The string "order" appears in some lines of the entries that follow; copy each such line.
─── Input records
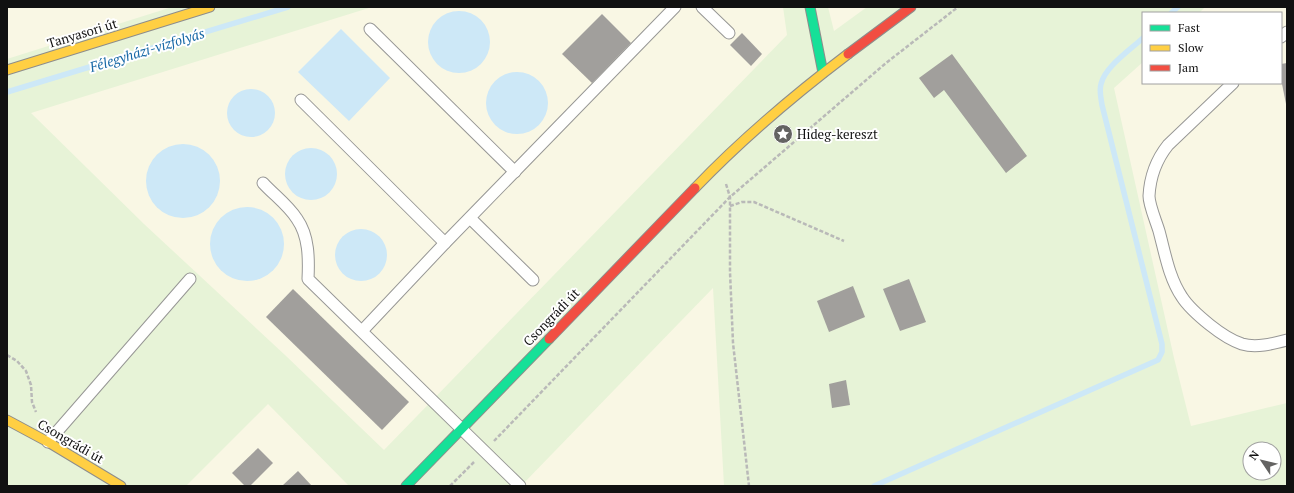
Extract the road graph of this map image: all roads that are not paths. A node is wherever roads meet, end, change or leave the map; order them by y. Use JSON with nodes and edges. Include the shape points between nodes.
──────
─── Input records
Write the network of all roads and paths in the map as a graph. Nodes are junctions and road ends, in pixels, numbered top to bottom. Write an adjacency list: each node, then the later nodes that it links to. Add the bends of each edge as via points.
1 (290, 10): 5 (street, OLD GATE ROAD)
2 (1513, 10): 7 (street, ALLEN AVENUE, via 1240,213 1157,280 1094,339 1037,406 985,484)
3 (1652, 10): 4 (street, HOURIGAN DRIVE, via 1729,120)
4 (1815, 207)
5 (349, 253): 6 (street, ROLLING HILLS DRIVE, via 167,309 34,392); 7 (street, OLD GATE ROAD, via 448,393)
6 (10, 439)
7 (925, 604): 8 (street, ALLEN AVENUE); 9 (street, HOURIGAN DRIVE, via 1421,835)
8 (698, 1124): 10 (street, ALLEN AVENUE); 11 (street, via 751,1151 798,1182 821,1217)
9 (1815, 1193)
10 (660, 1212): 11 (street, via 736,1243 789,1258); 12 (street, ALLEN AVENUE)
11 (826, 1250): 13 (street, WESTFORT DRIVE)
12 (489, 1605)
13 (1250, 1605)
──────
─── Input records
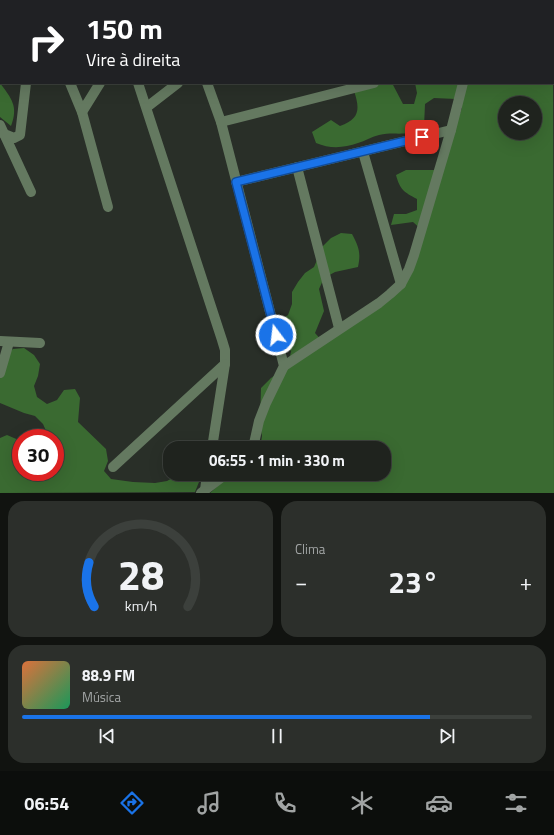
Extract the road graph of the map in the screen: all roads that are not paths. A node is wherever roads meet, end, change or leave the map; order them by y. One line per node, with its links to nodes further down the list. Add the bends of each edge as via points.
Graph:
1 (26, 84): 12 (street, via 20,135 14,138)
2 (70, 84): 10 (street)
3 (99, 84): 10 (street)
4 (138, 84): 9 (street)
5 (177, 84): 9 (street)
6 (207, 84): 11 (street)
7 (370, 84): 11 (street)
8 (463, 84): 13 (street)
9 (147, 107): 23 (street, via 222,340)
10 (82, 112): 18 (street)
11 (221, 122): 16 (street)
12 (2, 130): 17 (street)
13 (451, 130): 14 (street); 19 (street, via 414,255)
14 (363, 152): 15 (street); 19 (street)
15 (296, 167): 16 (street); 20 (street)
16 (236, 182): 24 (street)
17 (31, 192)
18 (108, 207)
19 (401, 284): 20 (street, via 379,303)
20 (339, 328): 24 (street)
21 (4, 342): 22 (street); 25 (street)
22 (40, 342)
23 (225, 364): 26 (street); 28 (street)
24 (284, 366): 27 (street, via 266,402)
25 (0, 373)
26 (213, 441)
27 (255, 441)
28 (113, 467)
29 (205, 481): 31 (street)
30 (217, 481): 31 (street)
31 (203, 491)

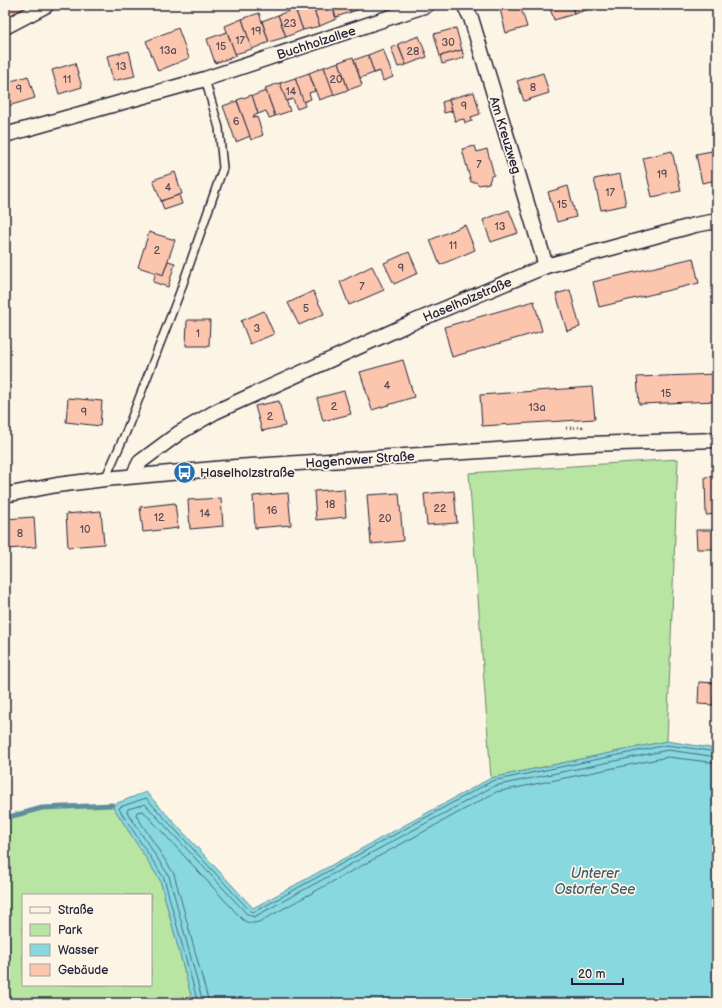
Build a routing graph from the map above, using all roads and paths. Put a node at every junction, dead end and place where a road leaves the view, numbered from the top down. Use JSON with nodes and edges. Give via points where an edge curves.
──────
[Solution to this exercise]
Extract the road graph of this map image: all roads that are not paths. A node is wherever roads meet, end, change or leave the map; order them by y. Use JSON with nodes and edges. Include the shape points between nodes.
Extract the road graph of the map in the screen: all roads that are not paths. A node is wherever roads meet, end, change or leave the map; order them by y. One line per node, with its links to nodes further down the list. Add the bends of each edge as via points.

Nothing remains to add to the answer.